Laying the Groundwork for Climate Resilience

With an eye on a warming planet and the North Coast’s future, Cal Poly Humboldt is turning its attention groundward with a new project designed to create a more resilient landscape in the face of climate change. 

Bee pollinating a California lilac
Good for bees and the environment, the California lilac is one of several native plant that could help the campus build a more climate resilient landscape.

With an eye on a warming planet and the North Coast’s future, Cal Poly Humboldt is turning its attention groundward with a new project designed to create a more resilient landscape in the face of climate change. 

It’s called the Climate Resilient Landscaping Demonstration Project and will be funded in part by a grant recently awarded by the Acceleration Fund from Second Nature, an organization dedicated to accelerating climate action in, and through, higher education. 

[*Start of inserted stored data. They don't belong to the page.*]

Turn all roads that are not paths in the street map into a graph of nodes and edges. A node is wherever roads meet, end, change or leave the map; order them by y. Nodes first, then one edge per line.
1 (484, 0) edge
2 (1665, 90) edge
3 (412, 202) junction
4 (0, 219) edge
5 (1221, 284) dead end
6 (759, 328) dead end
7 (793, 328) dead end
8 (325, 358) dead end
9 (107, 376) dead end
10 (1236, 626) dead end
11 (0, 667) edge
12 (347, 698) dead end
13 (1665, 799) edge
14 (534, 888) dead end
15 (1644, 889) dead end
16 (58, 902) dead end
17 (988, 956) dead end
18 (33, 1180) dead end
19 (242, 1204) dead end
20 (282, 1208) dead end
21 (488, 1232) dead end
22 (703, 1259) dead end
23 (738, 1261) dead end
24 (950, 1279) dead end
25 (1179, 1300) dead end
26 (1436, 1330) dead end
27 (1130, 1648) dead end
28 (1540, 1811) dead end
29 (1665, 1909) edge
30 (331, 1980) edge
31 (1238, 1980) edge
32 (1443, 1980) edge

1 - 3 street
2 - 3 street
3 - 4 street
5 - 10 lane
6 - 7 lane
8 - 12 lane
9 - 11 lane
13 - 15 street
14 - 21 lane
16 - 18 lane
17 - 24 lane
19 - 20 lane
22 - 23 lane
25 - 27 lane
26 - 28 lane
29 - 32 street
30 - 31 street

Cal Poly Humboldt was one of nine higher education institutions that received a grant that supports climate action activities driven by colleges and universities. It also supports projects that advance decarbonization and/or campus-community partnerships and resilience goals.

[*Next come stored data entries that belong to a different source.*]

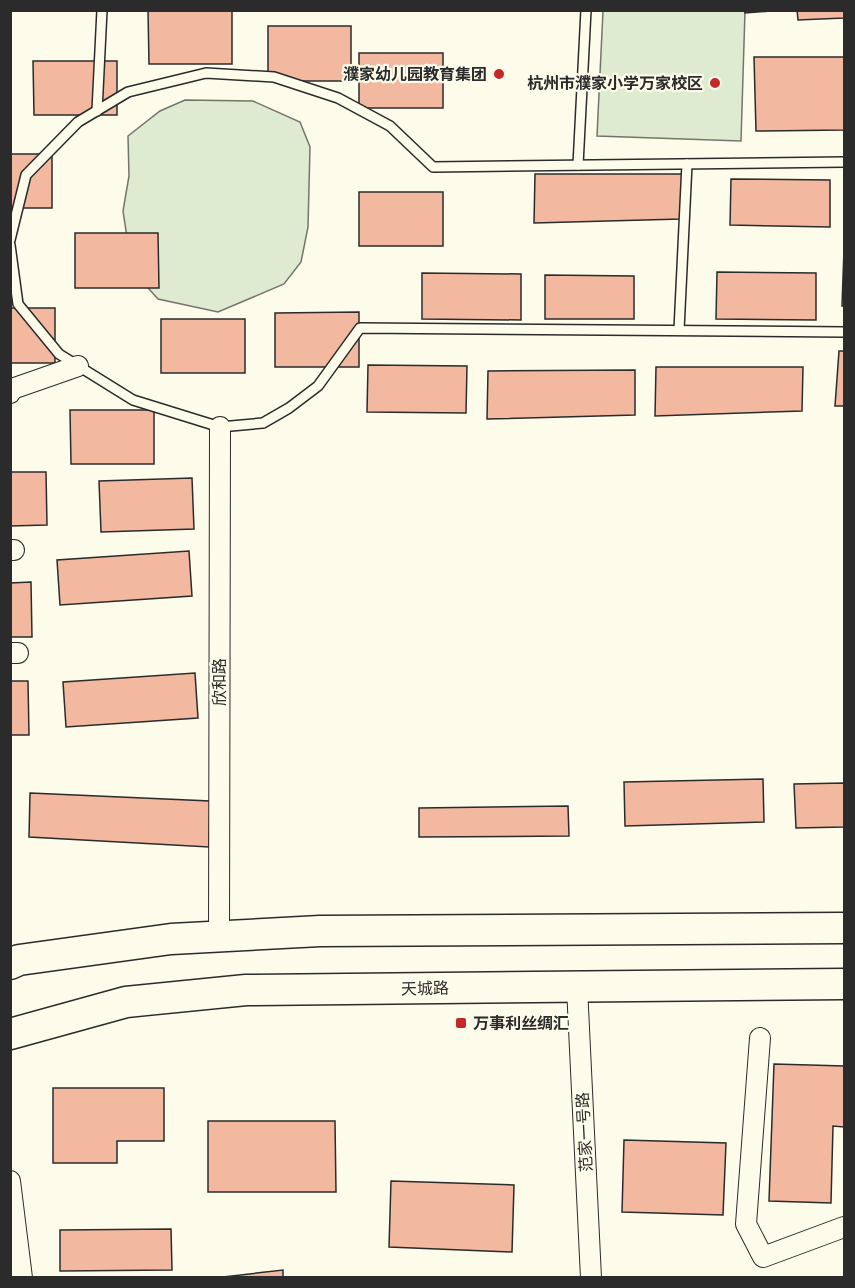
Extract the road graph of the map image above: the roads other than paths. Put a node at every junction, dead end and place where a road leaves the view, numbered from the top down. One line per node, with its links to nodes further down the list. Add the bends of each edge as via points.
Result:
1 (102, 10): 3 (lane)
2 (586, 10): 6 (lane)
3 (97, 111): 6 (lane, via 128,92 206,73 273,77 338,98 390,126 433,167); 7 (lane, via 78,122 26,175)
4 (844, 162): 5 (lane)
5 (687, 164): 6 (lane); 8 (lane)
6 (578, 165)
7 (10, 243): 10 (lane, via 18,304 59,354)
8 (679, 330): 9 (lane); 12 (lane, via 360,328 318,386 289,408 263,423)
9 (844, 332)
10 (78, 366): 11 (street); 12 (lane, via 133,400)
11 (10, 393)
12 (220, 427): 14 (street, 欣和路)
13 (844, 928): 14 (main road, via 331,931)
14 (219, 936): 15 (main road, via 171,939)
15 (10, 964)
16 (844, 984): 17 (main road, 天城路)
17 (577, 987): 18 (main road, 天城路, via 246,990 126,1002); 23 (street, 范家一号路)
18 (10, 1034)
19 (760, 1038): 21 (street, via 746,1224 763,1257)
20 (10, 1181): 22 (street)
21 (844, 1227)
22 (22, 1278)
23 (591, 1278)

The Acceleration Fund was first introduced at the 2020 Higher Education Climate Leadership Summit. Funding for this third round was made possible by an anonymous foundation.  

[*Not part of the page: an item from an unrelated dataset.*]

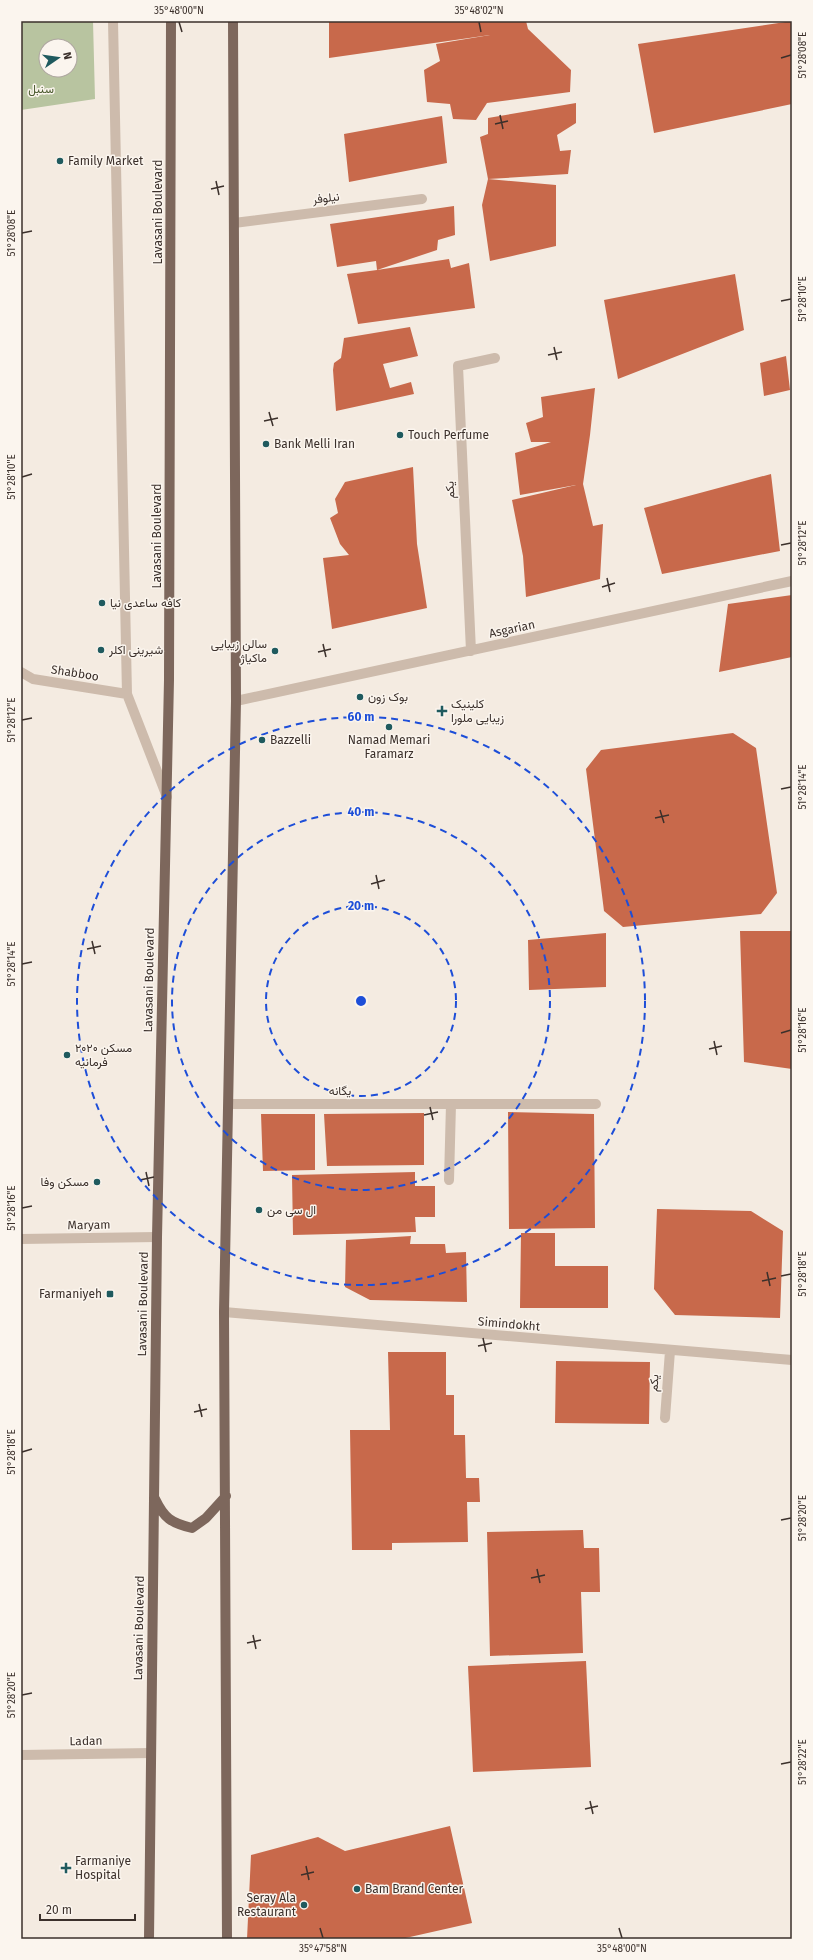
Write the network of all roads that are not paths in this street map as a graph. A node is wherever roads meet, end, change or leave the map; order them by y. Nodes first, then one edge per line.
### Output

The Humboldt project—one of many initiatives that support the University’s new climate goals—calls for planting native flora that can rebound in a climate constrained future and at the same time reduce maintenance, saving labor, water, fuel and, in turn, supporting local pollinators.

Climate Action Analyst Morgan King says the project also serves as a living lab that provides Cal Poly Humboldt students now and in the future firsthand experience with environmental resilience research and development. 

For example, Climate Action interns Seth Beres and Shaye Grant, both Environmental Science & Management majors, researched climate resilient native plants and their benefits to local pollinators. Students minoring in Environmental Education and Interpretation students will also create content and signage for the project. 

"Cal Poly Humboldt is committed to reducing its carbon footprint while protecting and enhancing the resilience of our local communities, in a way that prepares our students with skills and knowledge to navigate a climate constrained world,” says Cal Poly Humboldt President Tom Jackson, Jr. The Climate Resilient Landscaping Demonstration Project will be an example of that commitment, and we thank Second Nature and the Acceleration Fund for helping us make this project a reality."  

This project lays the groundwork for the future while meeting the goals of the University’s Climate Action Plan today, says King. “We can have a climate adapted landscape that is aesthetically pleasing, reduces water, fuel, and chemical use, and fosters pollinator health. This project will be a showcase and source of learning for campus planners and landscapers as well as our students.”